Implementation:Kubeflow Pipelines XGBoost Cross Format Predict
Kubeflow Pipelines Machine_Learning Validation Last Updated: 2026-02-13
Overview
Pattern for cross-format prediction using XGBoost predict components on mismatched data/model format pairs.
Description
Wrapper Doc. Uses xgboost_predict_on_parquet_op with a CSV-trained model and xgboost_predict_on_csv_op with a Parquet-trained model to validate format independence.
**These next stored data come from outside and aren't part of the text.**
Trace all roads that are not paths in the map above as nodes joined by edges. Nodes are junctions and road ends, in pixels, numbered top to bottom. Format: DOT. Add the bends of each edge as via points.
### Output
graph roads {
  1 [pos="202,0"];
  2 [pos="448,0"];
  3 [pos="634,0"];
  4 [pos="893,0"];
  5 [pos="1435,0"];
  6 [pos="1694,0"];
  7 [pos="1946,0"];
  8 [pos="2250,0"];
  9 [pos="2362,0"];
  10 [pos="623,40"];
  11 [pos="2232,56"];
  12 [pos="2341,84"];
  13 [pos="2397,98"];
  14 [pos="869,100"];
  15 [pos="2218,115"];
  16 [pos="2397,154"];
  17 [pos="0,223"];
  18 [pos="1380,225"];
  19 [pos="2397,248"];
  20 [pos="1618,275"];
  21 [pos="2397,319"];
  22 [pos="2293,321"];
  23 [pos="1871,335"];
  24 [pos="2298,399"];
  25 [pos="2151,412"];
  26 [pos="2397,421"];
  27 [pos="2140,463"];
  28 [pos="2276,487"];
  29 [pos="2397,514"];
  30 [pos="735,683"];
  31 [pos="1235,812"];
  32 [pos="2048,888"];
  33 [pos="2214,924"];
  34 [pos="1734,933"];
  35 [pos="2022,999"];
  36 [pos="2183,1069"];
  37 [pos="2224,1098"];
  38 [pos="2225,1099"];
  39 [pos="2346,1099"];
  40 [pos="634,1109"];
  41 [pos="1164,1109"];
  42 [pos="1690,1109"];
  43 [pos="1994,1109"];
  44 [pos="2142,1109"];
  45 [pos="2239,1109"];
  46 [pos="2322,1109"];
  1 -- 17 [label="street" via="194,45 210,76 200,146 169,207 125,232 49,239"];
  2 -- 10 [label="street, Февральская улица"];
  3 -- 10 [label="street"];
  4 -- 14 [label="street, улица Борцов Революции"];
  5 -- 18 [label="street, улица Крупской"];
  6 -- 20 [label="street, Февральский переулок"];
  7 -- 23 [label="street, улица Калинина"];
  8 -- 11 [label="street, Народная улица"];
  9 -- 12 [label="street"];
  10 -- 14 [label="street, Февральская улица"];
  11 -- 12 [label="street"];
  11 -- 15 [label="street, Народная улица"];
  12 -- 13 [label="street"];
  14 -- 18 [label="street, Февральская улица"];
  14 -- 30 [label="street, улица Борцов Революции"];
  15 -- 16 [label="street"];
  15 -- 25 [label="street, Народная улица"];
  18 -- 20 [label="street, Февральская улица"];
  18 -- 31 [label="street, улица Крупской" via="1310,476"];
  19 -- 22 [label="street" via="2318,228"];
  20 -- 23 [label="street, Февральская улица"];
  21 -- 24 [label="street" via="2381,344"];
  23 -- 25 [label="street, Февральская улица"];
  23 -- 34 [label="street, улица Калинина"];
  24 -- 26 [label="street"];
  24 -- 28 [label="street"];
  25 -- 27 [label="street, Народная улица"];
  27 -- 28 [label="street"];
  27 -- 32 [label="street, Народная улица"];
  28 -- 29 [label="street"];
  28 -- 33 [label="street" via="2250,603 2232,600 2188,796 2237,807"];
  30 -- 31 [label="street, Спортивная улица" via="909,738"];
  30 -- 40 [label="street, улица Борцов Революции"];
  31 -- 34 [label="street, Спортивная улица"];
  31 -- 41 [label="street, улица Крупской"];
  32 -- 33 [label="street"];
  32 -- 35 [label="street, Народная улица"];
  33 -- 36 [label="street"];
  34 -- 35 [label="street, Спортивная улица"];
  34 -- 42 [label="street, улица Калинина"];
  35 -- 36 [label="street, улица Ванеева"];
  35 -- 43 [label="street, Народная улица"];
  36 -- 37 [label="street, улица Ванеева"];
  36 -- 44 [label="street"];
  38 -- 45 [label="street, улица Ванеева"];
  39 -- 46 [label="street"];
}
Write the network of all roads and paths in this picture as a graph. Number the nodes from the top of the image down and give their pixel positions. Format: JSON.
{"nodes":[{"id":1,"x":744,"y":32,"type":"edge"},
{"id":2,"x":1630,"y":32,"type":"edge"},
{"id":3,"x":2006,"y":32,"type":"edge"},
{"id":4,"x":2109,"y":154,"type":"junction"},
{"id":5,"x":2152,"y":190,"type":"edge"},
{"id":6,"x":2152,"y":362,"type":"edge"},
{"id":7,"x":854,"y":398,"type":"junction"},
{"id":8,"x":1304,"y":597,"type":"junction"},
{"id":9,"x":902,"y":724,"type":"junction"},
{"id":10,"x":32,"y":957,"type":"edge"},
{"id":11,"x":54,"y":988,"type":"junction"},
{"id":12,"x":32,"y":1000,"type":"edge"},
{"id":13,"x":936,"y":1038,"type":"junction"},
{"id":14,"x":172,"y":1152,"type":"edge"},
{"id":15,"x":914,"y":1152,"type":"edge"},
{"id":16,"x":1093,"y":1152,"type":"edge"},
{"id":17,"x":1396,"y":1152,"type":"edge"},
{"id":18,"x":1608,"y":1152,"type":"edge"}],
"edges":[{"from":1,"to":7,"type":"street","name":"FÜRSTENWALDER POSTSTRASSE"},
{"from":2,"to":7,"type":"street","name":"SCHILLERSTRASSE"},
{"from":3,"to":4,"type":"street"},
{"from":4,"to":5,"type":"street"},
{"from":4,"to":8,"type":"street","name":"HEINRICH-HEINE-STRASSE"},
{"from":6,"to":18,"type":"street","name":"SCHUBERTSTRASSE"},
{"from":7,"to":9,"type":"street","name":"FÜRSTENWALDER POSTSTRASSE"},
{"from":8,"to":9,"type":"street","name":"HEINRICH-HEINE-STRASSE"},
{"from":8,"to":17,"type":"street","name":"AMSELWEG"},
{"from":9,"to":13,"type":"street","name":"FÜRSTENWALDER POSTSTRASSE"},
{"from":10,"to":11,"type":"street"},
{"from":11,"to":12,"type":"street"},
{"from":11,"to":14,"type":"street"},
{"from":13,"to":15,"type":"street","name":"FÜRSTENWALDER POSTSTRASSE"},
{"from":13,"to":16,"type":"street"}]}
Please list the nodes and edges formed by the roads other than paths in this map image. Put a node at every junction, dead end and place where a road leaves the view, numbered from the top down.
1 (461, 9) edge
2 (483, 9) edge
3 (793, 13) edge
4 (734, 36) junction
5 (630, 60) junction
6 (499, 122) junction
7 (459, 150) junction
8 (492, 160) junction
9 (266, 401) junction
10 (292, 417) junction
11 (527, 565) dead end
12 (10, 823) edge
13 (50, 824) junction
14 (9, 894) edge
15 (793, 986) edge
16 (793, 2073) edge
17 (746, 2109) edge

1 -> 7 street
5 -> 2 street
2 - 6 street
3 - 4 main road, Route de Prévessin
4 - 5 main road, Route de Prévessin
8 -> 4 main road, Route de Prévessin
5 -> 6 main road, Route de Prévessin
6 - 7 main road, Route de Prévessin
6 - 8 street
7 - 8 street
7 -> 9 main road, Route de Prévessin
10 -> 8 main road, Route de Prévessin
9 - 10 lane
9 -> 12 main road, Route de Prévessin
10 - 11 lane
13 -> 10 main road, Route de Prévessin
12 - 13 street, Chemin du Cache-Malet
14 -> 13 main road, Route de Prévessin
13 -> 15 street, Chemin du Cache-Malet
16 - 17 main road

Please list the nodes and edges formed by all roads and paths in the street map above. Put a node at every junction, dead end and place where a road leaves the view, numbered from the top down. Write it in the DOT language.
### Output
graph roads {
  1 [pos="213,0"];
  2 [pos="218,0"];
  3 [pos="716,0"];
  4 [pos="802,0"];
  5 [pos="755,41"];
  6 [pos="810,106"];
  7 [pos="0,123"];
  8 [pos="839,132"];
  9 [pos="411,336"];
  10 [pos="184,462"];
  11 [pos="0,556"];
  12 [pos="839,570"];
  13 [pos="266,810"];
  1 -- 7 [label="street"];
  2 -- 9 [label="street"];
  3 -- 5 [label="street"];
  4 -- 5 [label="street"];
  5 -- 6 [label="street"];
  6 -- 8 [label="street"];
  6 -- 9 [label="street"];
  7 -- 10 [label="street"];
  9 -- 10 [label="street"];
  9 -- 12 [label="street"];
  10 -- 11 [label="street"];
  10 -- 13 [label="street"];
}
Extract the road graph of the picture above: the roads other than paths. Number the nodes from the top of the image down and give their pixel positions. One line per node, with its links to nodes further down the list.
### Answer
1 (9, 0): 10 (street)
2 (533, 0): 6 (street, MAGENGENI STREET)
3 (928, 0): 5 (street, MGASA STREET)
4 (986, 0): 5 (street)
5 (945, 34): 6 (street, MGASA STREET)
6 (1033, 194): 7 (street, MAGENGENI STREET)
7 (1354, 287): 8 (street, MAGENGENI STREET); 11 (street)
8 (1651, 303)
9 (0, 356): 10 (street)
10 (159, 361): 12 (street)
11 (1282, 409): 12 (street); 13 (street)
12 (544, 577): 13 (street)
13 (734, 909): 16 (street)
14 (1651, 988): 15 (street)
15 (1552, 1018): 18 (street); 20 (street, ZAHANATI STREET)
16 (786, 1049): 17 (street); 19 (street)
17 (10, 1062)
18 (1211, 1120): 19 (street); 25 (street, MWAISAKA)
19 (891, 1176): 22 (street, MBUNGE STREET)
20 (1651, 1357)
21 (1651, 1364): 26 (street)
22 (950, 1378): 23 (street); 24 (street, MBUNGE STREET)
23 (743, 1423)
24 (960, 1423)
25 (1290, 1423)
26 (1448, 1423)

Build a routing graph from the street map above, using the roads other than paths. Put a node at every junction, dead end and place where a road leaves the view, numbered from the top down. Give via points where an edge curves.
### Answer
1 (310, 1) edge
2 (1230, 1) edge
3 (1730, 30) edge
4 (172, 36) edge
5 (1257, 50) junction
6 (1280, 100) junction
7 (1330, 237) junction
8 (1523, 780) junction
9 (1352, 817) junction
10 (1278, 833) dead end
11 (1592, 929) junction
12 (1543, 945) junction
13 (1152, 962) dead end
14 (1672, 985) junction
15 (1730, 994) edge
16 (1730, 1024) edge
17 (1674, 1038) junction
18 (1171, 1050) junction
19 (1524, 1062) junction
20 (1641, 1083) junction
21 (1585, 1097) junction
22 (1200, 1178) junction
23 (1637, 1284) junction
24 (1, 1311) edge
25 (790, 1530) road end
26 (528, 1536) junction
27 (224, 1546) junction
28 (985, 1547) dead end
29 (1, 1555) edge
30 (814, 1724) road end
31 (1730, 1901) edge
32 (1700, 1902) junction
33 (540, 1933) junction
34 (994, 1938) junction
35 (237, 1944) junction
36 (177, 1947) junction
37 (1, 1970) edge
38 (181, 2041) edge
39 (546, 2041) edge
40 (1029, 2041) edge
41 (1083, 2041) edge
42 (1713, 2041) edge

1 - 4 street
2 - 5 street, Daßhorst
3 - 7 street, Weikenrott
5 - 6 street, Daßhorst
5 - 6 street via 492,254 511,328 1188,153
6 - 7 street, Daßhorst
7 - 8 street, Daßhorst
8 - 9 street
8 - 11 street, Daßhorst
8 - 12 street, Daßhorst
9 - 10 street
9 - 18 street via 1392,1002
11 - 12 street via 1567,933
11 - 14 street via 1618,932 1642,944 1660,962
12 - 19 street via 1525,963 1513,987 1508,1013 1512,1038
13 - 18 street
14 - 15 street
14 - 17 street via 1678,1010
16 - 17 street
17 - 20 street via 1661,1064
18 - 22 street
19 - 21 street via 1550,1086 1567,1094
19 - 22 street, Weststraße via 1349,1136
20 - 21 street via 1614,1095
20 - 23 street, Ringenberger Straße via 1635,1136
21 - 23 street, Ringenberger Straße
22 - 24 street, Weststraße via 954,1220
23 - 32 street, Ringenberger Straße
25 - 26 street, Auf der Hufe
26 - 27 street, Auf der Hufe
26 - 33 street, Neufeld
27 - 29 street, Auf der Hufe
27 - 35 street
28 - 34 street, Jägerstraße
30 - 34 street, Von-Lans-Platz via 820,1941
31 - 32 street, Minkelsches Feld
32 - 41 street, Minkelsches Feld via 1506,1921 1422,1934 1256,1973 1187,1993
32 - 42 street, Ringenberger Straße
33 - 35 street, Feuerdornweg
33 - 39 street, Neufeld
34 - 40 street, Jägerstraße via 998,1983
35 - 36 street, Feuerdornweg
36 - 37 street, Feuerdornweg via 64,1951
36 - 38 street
By deliberately crossing the data format and the model's training format, this pattern exposes any format-specific assumptions in the data loading or prediction pipeline.
Code Reference
Source: samples/core/XGBoost/xgboost_sample.py (L19-21 loading, L66-76 invocations)
Import:
from kfp import components
I/O Contract
Inputs
| Parameter | Type | Required | Description |
|---|---|---|---|
| data | CSV or Parquet | Yes | Test data in the opposite format from the model's training data |
| model | XGBoostModel | Yes | Model trained on the opposite format (CSV-trained or Parquet-trained) |
| label_column_name / label_column | str / int | Yes | Column identifier (name for Parquet, index for CSV) |
Outputs
| Name | Type | Description |
|---|---|---|
| prediction | Predictions | Prediction results validating cross-format compatibility |
Usage Examples
# Cross-prediction 1: Parquet data + CSV-trained model
xgboost_predict_on_parquet_op(
data=training_data_parquet,
model=model_trained_on_csv,
label_column_name='tips',
).set_memory_limit('1Gi')
# Cross-prediction 2: CSV data + Parquet-trained model
xgboost_predict_on_csv_op(
data=training_data_csv,
model=model_trained_on_parquet,
label_column=0,
).set_memory_limit('1Gi')